Dazu gehören die obligatorischen Lichtpunkte, eine Sonne im Hintergund und diverse subtile Lichtstrahlen, die durch die verschiedenen Baumschichten hindurch ihren Weg finden. In diesem Stadium habe ich mit einem Testpublikum gearbeitet. Dabei kam heraus, dass die «Risse» im Kinn zu dominant sind. Daher habe ich die hellen Kanten dieser Risse in der Deckkraft reduziert.
Abschliessend habe ich den gesamten Kopf mitsamt Dekoration und Effekten etwas verzerrt bzw. gestaucht, damit der Eindruck entsteht, das Model neige den Kopf etwas stärker nach hinten. Im Vergleich zu vorher entsteht so eine etwas gedrungenere Bildwirkung. Danach habe ich im Vordergrund noch einige Baumstämme platziert. Durch diese Einfassung – die quasi wie eine Vignette fungiert – verstärkt sich der räumliche Eindruck.

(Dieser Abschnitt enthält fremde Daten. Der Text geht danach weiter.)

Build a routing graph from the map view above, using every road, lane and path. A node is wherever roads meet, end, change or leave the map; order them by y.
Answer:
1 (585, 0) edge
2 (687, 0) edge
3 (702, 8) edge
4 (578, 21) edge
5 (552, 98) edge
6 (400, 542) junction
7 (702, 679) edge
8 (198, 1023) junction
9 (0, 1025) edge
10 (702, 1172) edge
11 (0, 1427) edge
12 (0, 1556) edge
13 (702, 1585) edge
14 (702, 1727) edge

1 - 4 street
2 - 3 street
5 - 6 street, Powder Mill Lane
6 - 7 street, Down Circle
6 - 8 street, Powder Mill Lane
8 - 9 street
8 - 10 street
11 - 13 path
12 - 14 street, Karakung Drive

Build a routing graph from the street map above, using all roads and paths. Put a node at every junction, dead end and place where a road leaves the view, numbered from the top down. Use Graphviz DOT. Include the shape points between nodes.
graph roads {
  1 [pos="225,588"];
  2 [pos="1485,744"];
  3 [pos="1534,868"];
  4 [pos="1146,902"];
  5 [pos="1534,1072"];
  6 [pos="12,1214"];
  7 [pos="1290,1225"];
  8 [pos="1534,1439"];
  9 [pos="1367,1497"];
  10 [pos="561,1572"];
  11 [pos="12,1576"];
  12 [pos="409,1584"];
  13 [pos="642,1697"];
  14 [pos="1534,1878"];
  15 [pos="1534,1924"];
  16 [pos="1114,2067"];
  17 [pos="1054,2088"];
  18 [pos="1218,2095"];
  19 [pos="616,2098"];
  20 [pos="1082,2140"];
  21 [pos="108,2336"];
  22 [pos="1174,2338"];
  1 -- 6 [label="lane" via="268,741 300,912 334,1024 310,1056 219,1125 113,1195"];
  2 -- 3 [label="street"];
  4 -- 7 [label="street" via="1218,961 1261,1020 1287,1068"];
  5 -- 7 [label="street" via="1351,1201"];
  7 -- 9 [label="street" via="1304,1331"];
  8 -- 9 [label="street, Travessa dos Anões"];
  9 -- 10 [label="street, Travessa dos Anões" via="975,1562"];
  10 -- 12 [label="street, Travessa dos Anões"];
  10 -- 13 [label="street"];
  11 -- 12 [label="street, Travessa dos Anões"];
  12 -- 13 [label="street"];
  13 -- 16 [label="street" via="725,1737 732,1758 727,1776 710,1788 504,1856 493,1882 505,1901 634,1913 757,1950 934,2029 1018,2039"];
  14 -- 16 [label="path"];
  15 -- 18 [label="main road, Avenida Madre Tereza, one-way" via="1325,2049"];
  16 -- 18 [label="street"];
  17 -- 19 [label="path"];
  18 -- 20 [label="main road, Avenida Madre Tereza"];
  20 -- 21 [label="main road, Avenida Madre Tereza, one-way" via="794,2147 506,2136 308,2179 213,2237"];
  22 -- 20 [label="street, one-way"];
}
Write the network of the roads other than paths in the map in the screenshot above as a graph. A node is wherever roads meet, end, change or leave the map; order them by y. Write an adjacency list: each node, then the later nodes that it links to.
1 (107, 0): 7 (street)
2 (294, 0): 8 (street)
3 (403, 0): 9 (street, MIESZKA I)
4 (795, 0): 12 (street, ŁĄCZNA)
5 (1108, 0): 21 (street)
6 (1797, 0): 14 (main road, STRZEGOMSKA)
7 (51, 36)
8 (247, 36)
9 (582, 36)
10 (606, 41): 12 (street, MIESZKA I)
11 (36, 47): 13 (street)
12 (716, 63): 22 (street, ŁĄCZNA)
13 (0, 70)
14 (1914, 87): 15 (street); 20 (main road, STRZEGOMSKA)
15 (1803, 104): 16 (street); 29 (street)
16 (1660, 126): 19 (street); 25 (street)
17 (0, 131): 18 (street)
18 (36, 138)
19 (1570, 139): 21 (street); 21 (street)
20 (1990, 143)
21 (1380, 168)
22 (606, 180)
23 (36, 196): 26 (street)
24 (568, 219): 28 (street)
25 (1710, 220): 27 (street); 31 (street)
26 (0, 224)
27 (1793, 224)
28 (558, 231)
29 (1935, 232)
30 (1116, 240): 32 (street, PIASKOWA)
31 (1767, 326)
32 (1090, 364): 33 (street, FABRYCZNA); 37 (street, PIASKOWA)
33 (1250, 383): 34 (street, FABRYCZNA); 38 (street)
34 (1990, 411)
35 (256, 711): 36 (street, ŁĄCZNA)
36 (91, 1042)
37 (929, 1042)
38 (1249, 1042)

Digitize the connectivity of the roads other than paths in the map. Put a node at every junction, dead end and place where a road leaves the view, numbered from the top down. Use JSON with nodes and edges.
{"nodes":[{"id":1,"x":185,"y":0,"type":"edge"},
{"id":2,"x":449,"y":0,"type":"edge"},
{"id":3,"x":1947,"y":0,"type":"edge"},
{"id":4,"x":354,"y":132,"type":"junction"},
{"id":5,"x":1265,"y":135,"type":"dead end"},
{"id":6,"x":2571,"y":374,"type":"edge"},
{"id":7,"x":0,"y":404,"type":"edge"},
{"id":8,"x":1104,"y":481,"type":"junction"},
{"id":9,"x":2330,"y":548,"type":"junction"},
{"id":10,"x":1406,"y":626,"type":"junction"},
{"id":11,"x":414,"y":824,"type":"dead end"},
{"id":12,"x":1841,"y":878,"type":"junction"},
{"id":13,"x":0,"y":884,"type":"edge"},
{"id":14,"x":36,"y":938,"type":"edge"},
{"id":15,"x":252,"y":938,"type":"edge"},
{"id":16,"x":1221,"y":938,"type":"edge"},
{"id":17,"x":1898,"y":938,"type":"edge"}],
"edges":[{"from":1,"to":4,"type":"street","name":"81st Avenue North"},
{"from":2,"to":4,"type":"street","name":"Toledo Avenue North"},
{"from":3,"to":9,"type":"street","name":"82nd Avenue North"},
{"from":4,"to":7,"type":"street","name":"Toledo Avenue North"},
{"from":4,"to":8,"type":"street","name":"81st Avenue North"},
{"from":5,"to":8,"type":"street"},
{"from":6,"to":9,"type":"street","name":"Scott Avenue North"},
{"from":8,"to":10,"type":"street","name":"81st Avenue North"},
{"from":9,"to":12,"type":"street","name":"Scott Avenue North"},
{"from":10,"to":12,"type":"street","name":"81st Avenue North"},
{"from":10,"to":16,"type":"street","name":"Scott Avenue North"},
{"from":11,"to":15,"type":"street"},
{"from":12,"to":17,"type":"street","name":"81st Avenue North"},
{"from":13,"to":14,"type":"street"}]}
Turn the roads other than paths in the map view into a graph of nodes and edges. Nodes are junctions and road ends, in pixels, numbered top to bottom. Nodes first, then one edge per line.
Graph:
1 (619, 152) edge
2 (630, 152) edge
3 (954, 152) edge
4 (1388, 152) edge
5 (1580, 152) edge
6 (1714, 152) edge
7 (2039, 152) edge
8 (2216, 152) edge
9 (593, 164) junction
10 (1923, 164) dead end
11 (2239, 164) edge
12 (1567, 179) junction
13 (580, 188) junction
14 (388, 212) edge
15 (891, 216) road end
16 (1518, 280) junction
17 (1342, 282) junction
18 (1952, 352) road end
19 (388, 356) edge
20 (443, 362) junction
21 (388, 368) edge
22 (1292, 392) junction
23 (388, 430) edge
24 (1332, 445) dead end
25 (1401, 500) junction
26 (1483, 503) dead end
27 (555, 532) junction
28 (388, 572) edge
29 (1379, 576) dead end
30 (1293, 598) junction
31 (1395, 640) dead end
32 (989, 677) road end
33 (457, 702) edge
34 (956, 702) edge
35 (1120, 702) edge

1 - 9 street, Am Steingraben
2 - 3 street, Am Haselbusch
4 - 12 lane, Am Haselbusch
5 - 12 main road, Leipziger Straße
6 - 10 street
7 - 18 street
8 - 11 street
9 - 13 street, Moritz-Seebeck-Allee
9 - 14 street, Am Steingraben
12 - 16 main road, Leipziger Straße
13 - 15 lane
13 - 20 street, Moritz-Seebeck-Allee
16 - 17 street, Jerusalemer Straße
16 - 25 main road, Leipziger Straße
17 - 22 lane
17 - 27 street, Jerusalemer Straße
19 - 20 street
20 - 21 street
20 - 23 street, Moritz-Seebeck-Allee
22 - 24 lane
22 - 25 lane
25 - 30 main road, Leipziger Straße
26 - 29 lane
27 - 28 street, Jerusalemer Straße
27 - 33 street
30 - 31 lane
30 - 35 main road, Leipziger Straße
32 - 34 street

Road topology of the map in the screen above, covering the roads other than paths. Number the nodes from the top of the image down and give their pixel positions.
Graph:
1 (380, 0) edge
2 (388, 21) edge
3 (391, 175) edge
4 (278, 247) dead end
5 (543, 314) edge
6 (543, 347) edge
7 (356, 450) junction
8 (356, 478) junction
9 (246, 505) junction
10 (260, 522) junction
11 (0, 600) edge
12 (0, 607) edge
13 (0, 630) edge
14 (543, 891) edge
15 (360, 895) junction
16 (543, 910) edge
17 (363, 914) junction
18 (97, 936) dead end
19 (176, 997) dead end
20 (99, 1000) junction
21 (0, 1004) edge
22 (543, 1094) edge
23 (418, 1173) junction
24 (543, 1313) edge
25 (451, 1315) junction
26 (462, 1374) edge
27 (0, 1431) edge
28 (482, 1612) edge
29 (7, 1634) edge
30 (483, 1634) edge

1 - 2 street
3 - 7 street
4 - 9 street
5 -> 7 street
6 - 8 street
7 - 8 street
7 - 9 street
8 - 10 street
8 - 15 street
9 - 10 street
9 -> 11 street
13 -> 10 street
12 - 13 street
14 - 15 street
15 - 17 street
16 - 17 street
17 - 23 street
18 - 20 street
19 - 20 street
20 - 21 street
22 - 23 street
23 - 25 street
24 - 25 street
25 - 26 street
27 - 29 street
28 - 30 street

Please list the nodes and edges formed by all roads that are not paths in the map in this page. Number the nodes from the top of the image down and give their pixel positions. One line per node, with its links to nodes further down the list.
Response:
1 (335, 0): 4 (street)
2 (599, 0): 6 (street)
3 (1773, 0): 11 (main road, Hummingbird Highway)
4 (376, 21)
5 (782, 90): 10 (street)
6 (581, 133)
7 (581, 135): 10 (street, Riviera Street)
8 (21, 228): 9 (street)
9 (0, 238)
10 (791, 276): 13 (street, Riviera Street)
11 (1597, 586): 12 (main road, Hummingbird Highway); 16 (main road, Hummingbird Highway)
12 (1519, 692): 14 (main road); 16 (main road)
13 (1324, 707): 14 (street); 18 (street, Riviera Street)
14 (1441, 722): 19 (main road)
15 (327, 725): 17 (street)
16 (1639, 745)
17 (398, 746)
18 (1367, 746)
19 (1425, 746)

Oliver Strate (*1969) beschäftigt sich seit einigen Jahren mit Fotografie und Bildbearbeitung. Die Wurzeln seines Schaffens finden sich in den achtziger Jahren, wo mit C64 und Amiga erste Grafikdemos entstanden. Damals wurden seine Bilder nicht gemalt oder fotografiert, sondern mittels Quellcode in Assembler generiert. Heutzutage ist das Entwickeln eines Bildes weniger kompliziert, aber nicht minder viel Arbeit.